On 1 February, 2019 and on 1 March, 2019, ten intermediate “test” event logs will be published on this web site (10 in February and 10 in March). Each of these event logs will be characterized by having 20 traces that can be replayed and 20 traces that cannot on the respective process model. However, no information will be given about which of the traces can or cannot be replayed. The contestants can submit their classification attempt to the organizers at most two times via email to discoverycontest@tue.nl (further details on the submission’s format will follow in the due time). The organizers will reply stating how many traces have been correctly classified. The two feedback loops can be used as a mean to assess the effectiveness of the discovery algorithms. Two attempts are possible per contestant for each set of intermediate “test” event logs.

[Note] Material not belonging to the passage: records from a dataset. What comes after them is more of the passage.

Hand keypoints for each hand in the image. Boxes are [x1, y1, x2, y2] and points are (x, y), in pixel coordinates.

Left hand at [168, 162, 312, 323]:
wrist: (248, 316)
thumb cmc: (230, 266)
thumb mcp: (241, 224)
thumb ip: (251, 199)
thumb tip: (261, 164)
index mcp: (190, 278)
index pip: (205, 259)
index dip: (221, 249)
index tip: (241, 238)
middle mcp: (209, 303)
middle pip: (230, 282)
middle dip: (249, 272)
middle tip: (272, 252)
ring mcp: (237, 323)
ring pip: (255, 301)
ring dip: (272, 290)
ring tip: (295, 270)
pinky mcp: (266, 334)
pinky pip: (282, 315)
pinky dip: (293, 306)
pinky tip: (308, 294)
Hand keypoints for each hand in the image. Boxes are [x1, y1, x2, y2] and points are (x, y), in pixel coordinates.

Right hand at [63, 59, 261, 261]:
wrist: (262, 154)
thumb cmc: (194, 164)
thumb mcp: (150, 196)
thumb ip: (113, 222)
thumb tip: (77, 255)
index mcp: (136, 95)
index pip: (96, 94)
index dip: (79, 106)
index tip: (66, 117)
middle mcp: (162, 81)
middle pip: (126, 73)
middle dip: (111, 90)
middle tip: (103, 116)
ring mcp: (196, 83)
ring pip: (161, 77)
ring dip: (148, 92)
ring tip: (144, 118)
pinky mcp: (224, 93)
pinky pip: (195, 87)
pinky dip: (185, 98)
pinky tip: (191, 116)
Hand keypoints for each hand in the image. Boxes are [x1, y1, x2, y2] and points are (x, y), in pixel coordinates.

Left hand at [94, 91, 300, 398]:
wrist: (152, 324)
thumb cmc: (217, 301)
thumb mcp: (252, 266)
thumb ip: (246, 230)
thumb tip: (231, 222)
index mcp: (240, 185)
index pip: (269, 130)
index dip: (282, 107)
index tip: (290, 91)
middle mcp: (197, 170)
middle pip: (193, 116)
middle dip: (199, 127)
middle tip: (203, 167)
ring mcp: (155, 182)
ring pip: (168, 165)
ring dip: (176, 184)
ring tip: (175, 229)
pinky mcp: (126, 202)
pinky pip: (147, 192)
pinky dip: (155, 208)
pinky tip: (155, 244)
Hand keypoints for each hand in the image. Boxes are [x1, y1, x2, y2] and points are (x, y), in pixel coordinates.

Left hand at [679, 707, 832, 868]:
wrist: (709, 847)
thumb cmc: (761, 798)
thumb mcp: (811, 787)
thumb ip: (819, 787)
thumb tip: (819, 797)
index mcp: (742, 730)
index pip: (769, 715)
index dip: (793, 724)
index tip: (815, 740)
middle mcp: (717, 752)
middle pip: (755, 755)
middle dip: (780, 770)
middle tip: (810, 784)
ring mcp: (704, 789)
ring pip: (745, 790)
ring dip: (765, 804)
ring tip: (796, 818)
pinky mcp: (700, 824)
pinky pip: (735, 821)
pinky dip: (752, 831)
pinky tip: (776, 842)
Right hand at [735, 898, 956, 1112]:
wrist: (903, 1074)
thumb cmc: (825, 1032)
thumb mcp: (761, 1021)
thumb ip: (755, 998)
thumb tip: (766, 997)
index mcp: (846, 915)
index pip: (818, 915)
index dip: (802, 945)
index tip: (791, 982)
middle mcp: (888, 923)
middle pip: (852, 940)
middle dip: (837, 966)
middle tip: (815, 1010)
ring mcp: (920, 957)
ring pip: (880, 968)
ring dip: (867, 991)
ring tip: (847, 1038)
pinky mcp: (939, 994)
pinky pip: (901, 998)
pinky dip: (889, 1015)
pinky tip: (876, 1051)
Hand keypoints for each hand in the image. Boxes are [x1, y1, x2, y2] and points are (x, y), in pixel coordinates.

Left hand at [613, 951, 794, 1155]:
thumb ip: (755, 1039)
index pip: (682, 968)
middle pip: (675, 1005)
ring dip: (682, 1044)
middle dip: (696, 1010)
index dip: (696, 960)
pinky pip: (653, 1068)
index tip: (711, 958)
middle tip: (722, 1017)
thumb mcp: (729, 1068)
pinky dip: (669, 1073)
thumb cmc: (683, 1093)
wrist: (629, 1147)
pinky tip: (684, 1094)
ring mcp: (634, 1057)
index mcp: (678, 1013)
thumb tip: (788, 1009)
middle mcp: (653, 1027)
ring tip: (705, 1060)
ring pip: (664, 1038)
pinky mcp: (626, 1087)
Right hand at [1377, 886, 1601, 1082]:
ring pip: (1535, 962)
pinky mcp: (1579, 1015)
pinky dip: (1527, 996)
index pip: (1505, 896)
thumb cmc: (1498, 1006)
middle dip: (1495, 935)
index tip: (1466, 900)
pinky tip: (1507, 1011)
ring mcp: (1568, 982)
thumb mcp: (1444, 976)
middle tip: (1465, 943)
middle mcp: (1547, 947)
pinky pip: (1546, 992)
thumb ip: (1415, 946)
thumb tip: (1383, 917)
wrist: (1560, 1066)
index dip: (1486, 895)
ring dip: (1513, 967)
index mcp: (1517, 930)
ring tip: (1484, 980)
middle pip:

Prizes and Journal Invitation

The results and the winner will be announced in Aachen during the International Conference on Process Mining. The winner group will be given a chance to present the approach/technique during the conference. Furthermore, the group will be also awarded with a plaque.

To ensure the presence of at least one person from the winning team, one member of the winning team will be offered :

  • the lodging and travelling expenses to reach Aachen
  • the full registration for the ICPM conference

Each top-notch submission (including the winner) will be invited to submit an article for International Journal on Software Tools for Technology Transfer (STTT), published by Springer. This applies to all top-notch submissions that refer to sufficiently novel techniques that have not been already accepted elsewhere or being under review. The organizer will determine whether or not one submission falls into this category.

Examples of Submissions

To gain further insights into typical submissions, one can refer to some reports:

Note that writing this sort of report is not mandatory. Authors of the above reports decided to prepare them after the notification in order to further disseminate their techniques and results.

Positioning of the Process Discovery Contest

The only other contest related to process mining is the annual Business Processing Intelligence Challenge (BPIC), which is also co-located with the International Conference on Process Mining. The BPIC uses real-life data without objective evaluation criteria: It is about the perceived value of the analysis and is not limited to the discovery task (also conformance checking, performance analysis, etc.). The report is evaluated by a jury. The Process Discovery Contest is different. The focus is on process discovery. Synthetic data are used to have an objectified “proper” answer. Process discovery is turned into a classification task with a training set and a test set. A process model needs to decide whether traces are fitting or not.

Organizers

  • Josep Carmona, Universitat Politècnica de Catalunya (UPC), Spain
  • Massimiliano de Leoni, Eindhoven University of Technology, The Netherlands
  • Benoît Depaire, Hasselt University, Belgium.